** WHAT YOU HAVE TO DO **
Nothing in the data may be altered; copy it all exactly.

(Stored data)
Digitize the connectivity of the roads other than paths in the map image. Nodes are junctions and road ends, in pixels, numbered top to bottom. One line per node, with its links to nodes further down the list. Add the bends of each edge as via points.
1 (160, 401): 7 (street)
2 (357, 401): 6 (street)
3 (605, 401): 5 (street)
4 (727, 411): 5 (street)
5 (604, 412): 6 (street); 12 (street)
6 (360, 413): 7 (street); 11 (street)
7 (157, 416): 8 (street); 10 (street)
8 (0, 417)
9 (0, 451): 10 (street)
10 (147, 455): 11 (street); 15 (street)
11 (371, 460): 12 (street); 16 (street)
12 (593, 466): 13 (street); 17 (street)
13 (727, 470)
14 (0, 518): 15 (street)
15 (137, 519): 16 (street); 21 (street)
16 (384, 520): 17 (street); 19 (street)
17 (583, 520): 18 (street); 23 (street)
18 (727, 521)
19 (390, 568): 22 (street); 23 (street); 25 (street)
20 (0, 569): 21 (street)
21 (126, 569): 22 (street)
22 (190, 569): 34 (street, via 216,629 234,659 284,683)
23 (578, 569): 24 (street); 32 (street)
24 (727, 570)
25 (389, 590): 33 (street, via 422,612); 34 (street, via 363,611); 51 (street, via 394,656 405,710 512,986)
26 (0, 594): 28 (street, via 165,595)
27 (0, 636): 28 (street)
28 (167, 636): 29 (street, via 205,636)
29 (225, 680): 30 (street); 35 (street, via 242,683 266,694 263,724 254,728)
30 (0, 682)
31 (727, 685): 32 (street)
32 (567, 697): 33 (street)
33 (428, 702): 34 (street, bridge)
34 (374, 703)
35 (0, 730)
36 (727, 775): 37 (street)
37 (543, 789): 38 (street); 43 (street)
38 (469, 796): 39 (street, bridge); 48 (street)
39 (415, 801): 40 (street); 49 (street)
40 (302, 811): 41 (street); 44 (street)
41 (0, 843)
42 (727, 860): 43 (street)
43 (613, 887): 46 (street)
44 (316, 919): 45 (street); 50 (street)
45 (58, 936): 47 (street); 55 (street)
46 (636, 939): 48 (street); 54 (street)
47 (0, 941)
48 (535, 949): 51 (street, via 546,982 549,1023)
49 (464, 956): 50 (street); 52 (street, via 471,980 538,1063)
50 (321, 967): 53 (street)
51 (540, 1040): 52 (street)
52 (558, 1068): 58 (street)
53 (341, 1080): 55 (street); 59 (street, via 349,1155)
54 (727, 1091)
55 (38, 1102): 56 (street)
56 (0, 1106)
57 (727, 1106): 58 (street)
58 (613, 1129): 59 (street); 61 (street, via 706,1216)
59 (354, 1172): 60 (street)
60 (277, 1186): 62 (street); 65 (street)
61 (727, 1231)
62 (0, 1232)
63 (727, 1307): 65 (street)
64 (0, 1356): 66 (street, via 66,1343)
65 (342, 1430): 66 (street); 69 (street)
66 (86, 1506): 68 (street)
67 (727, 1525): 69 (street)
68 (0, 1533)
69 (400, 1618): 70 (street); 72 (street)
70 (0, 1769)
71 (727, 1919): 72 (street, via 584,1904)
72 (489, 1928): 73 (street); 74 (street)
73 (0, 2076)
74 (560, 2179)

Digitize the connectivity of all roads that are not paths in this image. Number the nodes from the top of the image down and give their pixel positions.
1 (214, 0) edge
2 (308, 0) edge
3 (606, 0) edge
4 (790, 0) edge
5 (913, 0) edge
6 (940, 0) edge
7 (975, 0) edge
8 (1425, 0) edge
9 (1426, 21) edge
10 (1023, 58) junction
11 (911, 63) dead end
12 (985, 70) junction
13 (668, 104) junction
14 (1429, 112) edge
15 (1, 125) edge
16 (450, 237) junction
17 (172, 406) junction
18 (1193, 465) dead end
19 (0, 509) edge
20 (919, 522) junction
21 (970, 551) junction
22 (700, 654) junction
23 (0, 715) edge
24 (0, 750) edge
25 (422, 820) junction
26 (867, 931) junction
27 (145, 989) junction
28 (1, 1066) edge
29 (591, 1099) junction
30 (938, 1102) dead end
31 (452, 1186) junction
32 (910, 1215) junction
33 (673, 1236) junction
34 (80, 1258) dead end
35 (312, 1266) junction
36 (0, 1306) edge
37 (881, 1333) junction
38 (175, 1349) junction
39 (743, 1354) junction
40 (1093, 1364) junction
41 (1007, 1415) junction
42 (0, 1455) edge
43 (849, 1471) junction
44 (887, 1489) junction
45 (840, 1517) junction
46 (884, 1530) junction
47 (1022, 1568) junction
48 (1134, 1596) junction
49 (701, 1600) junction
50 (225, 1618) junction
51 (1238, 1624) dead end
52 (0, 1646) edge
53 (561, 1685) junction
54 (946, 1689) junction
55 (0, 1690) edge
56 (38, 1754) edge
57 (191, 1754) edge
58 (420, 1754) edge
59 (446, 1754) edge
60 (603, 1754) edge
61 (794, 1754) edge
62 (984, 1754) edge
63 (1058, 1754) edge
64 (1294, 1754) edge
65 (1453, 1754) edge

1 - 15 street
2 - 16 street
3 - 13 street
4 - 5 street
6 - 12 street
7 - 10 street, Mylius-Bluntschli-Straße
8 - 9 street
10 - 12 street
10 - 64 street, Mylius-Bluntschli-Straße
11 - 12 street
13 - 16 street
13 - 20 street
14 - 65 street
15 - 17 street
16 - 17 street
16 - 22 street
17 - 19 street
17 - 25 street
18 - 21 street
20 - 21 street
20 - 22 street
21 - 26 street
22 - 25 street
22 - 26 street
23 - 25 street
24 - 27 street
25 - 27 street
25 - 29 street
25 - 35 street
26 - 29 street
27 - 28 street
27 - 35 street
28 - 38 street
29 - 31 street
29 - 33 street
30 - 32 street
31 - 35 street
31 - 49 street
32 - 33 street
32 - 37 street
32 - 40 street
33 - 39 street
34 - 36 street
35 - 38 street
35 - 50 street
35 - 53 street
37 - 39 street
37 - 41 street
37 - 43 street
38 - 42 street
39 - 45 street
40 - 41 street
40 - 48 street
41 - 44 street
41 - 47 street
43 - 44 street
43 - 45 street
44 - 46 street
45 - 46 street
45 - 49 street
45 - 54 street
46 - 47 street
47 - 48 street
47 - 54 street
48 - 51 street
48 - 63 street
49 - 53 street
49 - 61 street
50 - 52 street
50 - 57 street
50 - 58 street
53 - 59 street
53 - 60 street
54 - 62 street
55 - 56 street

** RESPONSE BELOW **
Digitize the connectivity of the roads other than paths in the map image. Nodes are junctions and road ends, in pixels, numbered top to bottom. One line per node, with its links to nodes further down the list. Add the bends of each edge as via points.
1 (160, 401): 7 (street)
2 (357, 401): 6 (street)
3 (605, 401): 5 (street)
4 (727, 411): 5 (street)
5 (604, 412): 6 (street); 12 (street)
6 (360, 413): 7 (street); 11 (street)
7 (157, 416): 8 (street); 10 (street)
8 (0, 417)
9 (0, 451): 10 (street)
10 (147, 455): 11 (street); 15 (street)
11 (371, 460): 12 (street); 16 (street)
12 (593, 466): 13 (street); 17 (street)
13 (727, 470)
14 (0, 518): 15 (street)
15 (137, 519): 16 (street); 21 (street)
16 (384, 520): 17 (street); 19 (street)
17 (583, 520): 18 (street); 23 (street)
18 (727, 521)
19 (390, 568): 22 (street); 23 (street); 25 (street)
20 (0, 569): 21 (street)
21 (126, 569): 22 (street)
22 (190, 569): 34 (street, via 216,629 234,659 284,683)
23 (578, 569): 24 (street); 32 (street)
24 (727, 570)
25 (389, 590): 33 (street, via 422,612); 34 (street, via 363,611); 51 (street, via 394,656 405,710 512,986)
26 (0, 594): 28 (street, via 165,595)
27 (0, 636): 28 (street)
28 (167, 636): 29 (street, via 205,636)
29 (225, 680): 30 (street); 35 (street, via 242,683 266,694 263,724 254,728)
30 (0, 682)
31 (727, 685): 32 (street)
32 (567, 697): 33 (street)
33 (428, 702): 34 (street, bridge)
34 (374, 703)
35 (0, 730)
36 (727, 775): 37 (street)
37 (543, 789): 38 (street); 43 (street)
38 (469, 796): 39 (street, bridge); 48 (street)
39 (415, 801): 40 (street); 49 (street)
40 (302, 811): 41 (street); 44 (street)
41 (0, 843)
42 (727, 860): 43 (street)
43 (613, 887): 46 (street)
44 (316, 919): 45 (street); 50 (street)
45 (58, 936): 47 (street); 55 (street)
46 (636, 939): 48 (street); 54 (street)
47 (0, 941)
48 (535, 949): 51 (street, via 546,982 549,1023)
49 (464, 956): 50 (street); 52 (street, via 471,980 538,1063)
50 (321, 967): 53 (street)
51 (540, 1040): 52 (street)
52 (558, 1068): 58 (street)
53 (341, 1080): 55 (street); 59 (street, via 349,1155)
54 (727, 1091)
55 (38, 1102): 56 (street)
56 (0, 1106)
57 (727, 1106): 58 (street)
58 (613, 1129): 59 (street); 61 (street, via 706,1216)
59 (354, 1172): 60 (street)
60 (277, 1186): 62 (street); 65 (street)
61 (727, 1231)
62 (0, 1232)
63 (727, 1307): 65 (street)
64 (0, 1356): 66 (street, via 66,1343)
65 (342, 1430): 66 (street); 69 (street)
66 (86, 1506): 68 (street)
67 (727, 1525): 69 (street)
68 (0, 1533)
69 (400, 1618): 70 (street); 72 (street)
70 (0, 1769)
71 (727, 1919): 72 (street, via 584,1904)
72 (489, 1928): 73 (street); 74 (street)
73 (0, 2076)
74 (560, 2179)

Digitize the connectivity of all roads that are not paths in this image. Number the nodes from the top of the image down and give their pixel positions.
1 (214, 0) edge
2 (308, 0) edge
3 (606, 0) edge
4 (790, 0) edge
5 (913, 0) edge
6 (940, 0) edge
7 (975, 0) edge
8 (1425, 0) edge
9 (1426, 21) edge
10 (1023, 58) junction
11 (911, 63) dead end
12 (985, 70) junction
13 (668, 104) junction
14 (1429, 112) edge
15 (1, 125) edge
16 (450, 237) junction
17 (172, 406) junction
18 (1193, 465) dead end
19 (0, 509) edge
20 (919, 522) junction
21 (970, 551) junction
22 (700, 654) junction
23 (0, 715) edge
24 (0, 750) edge
25 (422, 820) junction
26 (867, 931) junction
27 (145, 989) junction
28 (1, 1066) edge
29 (591, 1099) junction
30 (938, 1102) dead end
31 (452, 1186) junction
32 (910, 1215) junction
33 (673, 1236) junction
34 (80, 1258) dead end
35 (312, 1266) junction
36 (0, 1306) edge
37 (881, 1333) junction
38 (175, 1349) junction
39 (743, 1354) junction
40 (1093, 1364) junction
41 (1007, 1415) junction
42 (0, 1455) edge
43 (849, 1471) junction
44 (887, 1489) junction
45 (840, 1517) junction
46 (884, 1530) junction
47 (1022, 1568) junction
48 (1134, 1596) junction
49 (701, 1600) junction
50 (225, 1618) junction
51 (1238, 1624) dead end
52 (0, 1646) edge
53 (561, 1685) junction
54 (946, 1689) junction
55 (0, 1690) edge
56 (38, 1754) edge
57 (191, 1754) edge
58 (420, 1754) edge
59 (446, 1754) edge
60 (603, 1754) edge
61 (794, 1754) edge
62 (984, 1754) edge
63 (1058, 1754) edge
64 (1294, 1754) edge
65 (1453, 1754) edge

1 - 15 street
2 - 16 street
3 - 13 street
4 - 5 street
6 - 12 street
7 - 10 street, Mylius-Bluntschli-Straße
8 - 9 street
10 - 12 street
10 - 64 street, Mylius-Bluntschli-Straße
11 - 12 street
13 - 16 street
13 - 20 street
14 - 65 street
15 - 17 street
16 - 17 street
16 - 22 street
17 - 19 street
17 - 25 street
18 - 21 street
20 - 21 street
20 - 22 street
21 - 26 street
22 - 25 street
22 - 26 street
23 - 25 street
24 - 27 street
25 - 27 street
25 - 29 street
25 - 35 street
26 - 29 street
27 - 28 street
27 - 35 street
28 - 38 street
29 - 31 street
29 - 33 street
30 - 32 street
31 - 35 street
31 - 49 street
32 - 33 street
32 - 37 street
32 - 40 street
33 - 39 street
34 - 36 street
35 - 38 street
35 - 50 street
35 - 53 street
37 - 39 street
37 - 41 street
37 - 43 street
38 - 42 street
39 - 45 street
40 - 41 street
40 - 48 street
41 - 44 street
41 - 47 street
43 - 44 street
43 - 45 street
44 - 46 street
45 - 46 street
45 - 49 street
45 - 54 street
46 - 47 street
47 - 48 street
47 - 54 street
48 - 51 street
48 - 63 street
49 - 53 street
49 - 61 street
50 - 52 street
50 - 57 street
50 - 58 street
53 - 59 street
53 - 60 street
54 - 62 street
55 - 56 street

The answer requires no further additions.